TASK INPUT »

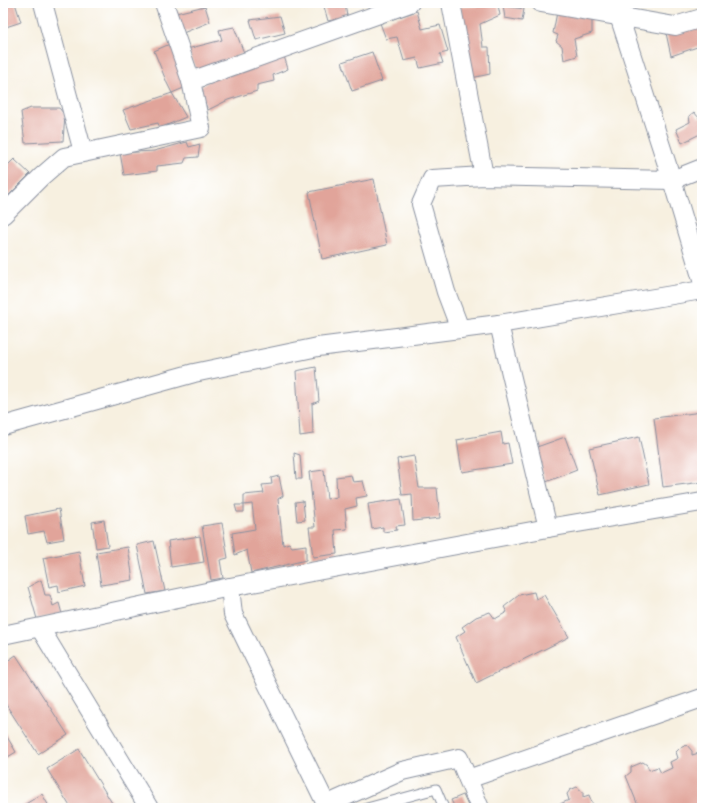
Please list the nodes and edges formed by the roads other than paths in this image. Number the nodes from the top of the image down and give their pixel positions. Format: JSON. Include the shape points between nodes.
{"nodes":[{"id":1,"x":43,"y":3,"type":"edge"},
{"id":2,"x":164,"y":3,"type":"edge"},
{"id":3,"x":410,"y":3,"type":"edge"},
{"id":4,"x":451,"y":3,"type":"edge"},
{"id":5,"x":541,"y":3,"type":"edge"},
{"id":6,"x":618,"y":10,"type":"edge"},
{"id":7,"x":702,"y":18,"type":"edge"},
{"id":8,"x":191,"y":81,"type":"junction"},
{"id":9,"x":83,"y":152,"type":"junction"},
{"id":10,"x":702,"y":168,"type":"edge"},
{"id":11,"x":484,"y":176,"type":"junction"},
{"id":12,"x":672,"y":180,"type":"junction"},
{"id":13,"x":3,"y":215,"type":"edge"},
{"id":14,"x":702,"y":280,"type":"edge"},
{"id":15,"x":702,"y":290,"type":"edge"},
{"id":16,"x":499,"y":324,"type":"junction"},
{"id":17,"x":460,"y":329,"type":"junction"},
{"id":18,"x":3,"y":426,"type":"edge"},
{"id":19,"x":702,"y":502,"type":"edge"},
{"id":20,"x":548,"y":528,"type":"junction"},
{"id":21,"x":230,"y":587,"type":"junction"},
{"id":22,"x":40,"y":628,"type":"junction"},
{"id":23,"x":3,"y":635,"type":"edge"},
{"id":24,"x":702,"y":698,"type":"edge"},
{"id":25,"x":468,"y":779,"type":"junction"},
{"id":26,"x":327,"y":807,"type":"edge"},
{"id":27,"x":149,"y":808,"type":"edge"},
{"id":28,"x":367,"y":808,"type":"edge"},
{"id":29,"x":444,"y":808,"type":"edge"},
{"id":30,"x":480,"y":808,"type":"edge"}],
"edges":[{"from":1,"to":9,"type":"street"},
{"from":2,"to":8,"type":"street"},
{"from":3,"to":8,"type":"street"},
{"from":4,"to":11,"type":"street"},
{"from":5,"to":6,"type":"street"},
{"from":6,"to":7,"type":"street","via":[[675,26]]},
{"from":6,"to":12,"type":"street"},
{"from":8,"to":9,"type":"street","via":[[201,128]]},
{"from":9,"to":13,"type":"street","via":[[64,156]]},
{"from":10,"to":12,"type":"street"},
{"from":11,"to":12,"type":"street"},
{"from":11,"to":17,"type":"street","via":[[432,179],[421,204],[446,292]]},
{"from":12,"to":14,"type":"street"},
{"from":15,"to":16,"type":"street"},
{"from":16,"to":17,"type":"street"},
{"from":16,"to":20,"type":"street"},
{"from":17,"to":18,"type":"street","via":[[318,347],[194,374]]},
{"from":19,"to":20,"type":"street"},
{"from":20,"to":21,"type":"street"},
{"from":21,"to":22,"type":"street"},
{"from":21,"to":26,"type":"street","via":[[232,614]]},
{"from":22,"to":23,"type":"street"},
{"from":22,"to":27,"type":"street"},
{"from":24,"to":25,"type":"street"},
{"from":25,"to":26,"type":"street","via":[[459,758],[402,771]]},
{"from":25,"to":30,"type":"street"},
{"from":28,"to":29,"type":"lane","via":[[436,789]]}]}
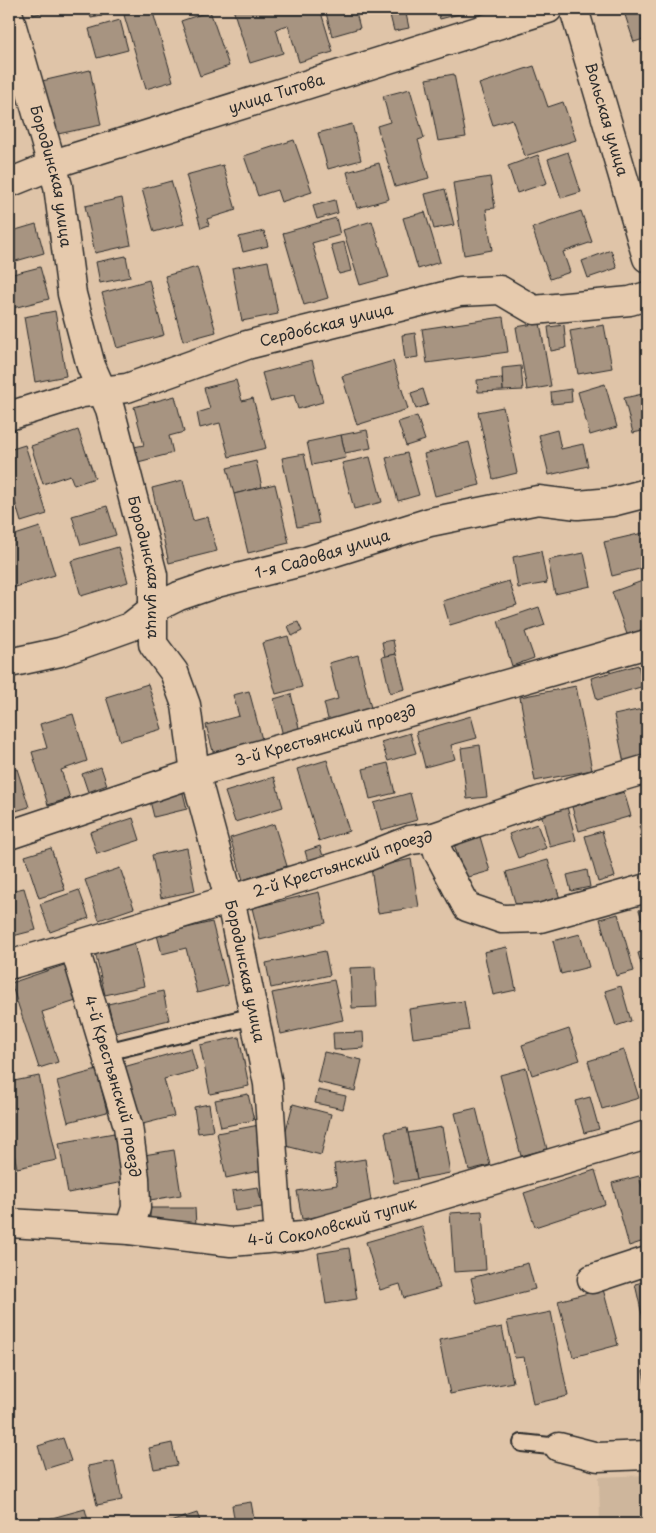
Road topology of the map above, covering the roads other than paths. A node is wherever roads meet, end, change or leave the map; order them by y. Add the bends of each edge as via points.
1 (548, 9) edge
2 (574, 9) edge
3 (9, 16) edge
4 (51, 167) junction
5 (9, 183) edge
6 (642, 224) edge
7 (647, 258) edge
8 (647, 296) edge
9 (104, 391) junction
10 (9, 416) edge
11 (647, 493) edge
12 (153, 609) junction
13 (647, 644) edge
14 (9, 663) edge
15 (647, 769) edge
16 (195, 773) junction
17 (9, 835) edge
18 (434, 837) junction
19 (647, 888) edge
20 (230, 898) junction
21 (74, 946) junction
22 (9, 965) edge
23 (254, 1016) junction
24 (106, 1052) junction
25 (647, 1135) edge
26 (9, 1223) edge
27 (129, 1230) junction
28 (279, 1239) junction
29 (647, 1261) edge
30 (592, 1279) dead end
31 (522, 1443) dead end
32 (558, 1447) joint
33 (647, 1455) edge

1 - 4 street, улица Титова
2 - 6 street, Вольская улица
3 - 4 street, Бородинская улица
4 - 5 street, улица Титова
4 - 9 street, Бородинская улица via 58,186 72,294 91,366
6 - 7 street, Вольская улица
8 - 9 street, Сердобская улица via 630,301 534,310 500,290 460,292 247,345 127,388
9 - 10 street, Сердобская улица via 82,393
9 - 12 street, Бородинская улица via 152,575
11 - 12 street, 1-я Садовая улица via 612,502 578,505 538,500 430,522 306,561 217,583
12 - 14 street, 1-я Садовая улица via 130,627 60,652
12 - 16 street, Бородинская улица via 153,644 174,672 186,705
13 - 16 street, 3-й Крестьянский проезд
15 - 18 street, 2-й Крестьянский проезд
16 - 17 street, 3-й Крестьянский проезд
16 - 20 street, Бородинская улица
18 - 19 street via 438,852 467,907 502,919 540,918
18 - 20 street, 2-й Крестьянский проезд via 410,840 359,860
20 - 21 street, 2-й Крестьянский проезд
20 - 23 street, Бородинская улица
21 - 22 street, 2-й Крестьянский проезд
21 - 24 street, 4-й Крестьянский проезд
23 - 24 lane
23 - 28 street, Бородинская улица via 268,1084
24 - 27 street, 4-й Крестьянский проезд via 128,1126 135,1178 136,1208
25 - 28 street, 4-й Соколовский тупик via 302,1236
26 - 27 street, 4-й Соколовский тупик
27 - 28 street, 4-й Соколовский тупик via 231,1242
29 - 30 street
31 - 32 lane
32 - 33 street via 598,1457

...

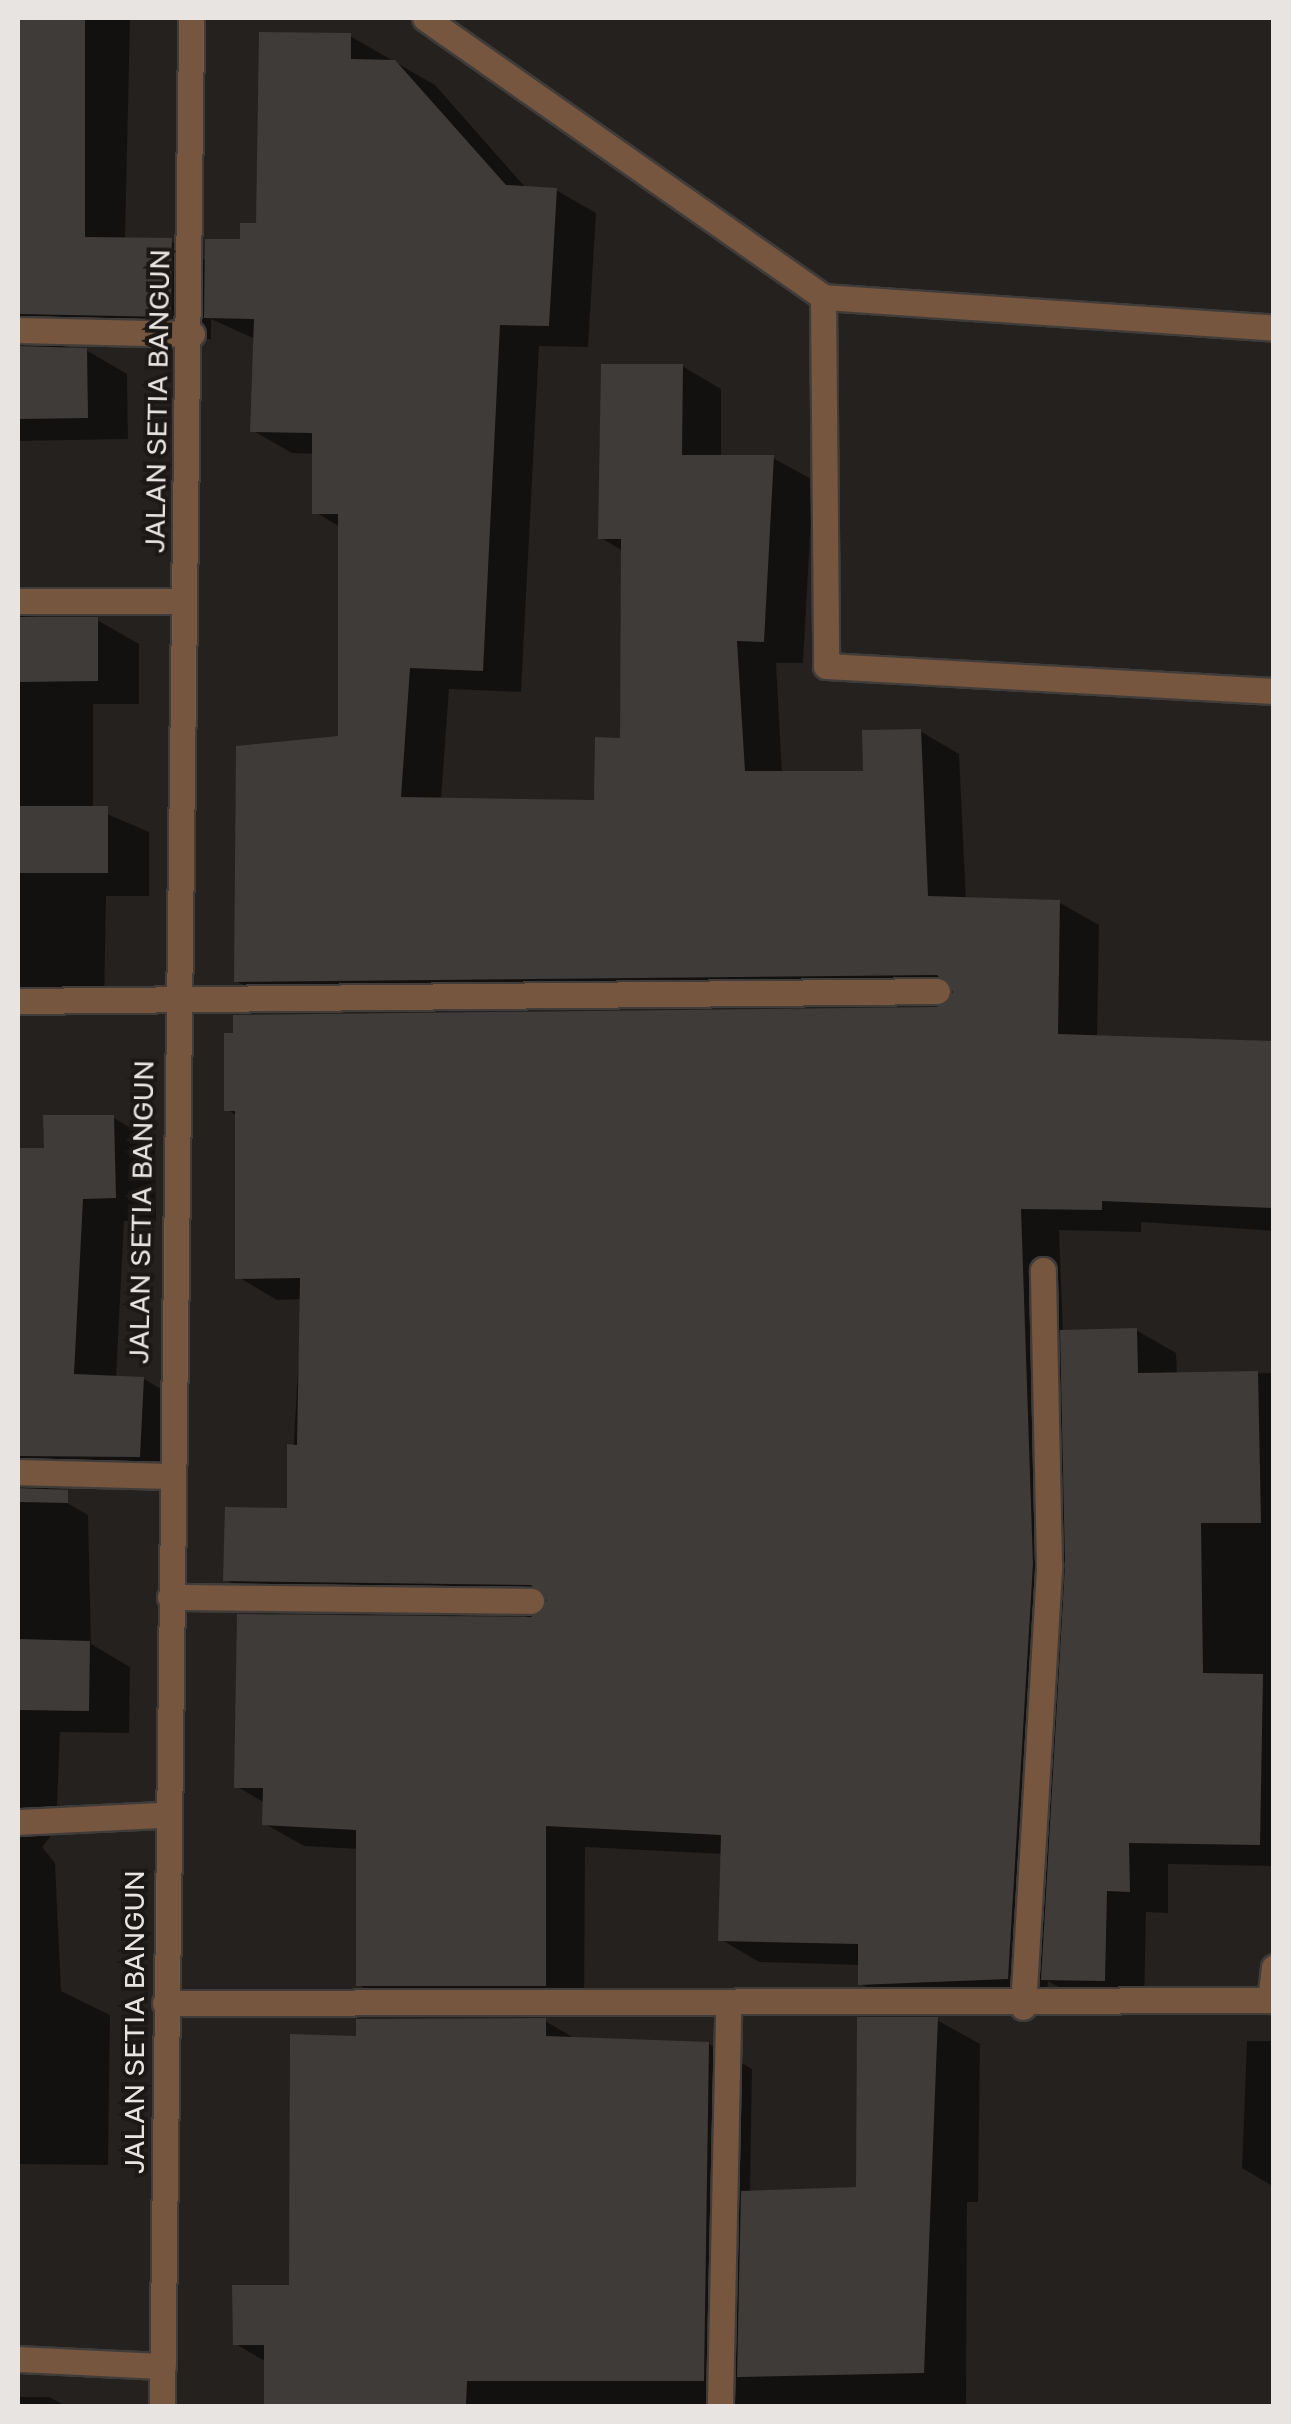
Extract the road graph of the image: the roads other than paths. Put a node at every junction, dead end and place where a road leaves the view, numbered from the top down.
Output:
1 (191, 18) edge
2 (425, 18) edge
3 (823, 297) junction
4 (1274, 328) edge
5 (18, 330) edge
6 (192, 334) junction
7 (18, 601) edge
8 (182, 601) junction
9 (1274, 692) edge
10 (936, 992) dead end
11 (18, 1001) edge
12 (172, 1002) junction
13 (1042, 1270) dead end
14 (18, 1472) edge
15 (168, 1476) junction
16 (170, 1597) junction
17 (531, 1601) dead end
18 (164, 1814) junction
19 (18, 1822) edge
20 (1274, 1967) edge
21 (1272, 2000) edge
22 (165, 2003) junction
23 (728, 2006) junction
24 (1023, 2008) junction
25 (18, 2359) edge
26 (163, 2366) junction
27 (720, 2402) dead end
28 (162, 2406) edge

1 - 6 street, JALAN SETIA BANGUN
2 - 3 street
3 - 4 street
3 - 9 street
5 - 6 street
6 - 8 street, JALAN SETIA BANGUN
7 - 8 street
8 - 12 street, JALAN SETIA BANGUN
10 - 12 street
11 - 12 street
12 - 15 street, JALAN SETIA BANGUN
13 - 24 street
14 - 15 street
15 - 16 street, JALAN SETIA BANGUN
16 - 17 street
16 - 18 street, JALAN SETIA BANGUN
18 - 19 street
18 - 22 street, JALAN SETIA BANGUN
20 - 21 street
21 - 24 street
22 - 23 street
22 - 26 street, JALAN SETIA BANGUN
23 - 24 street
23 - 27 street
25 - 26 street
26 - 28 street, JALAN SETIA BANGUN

...

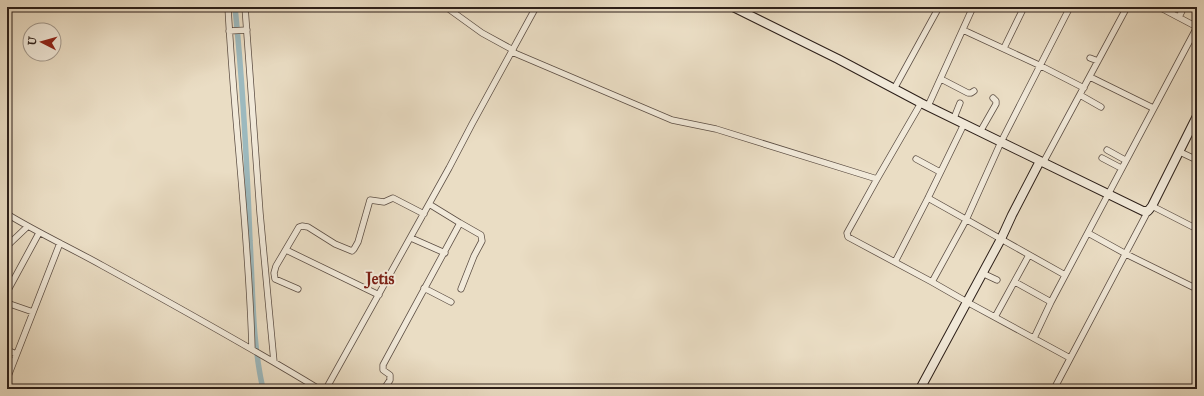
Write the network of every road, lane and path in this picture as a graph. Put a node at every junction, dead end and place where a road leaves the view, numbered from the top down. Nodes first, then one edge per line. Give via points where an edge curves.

PROBLEM DESCRIPTION » Above are some records. Report the number of their lines that include "numbered", and add nothing else.

TASK RESULT » 2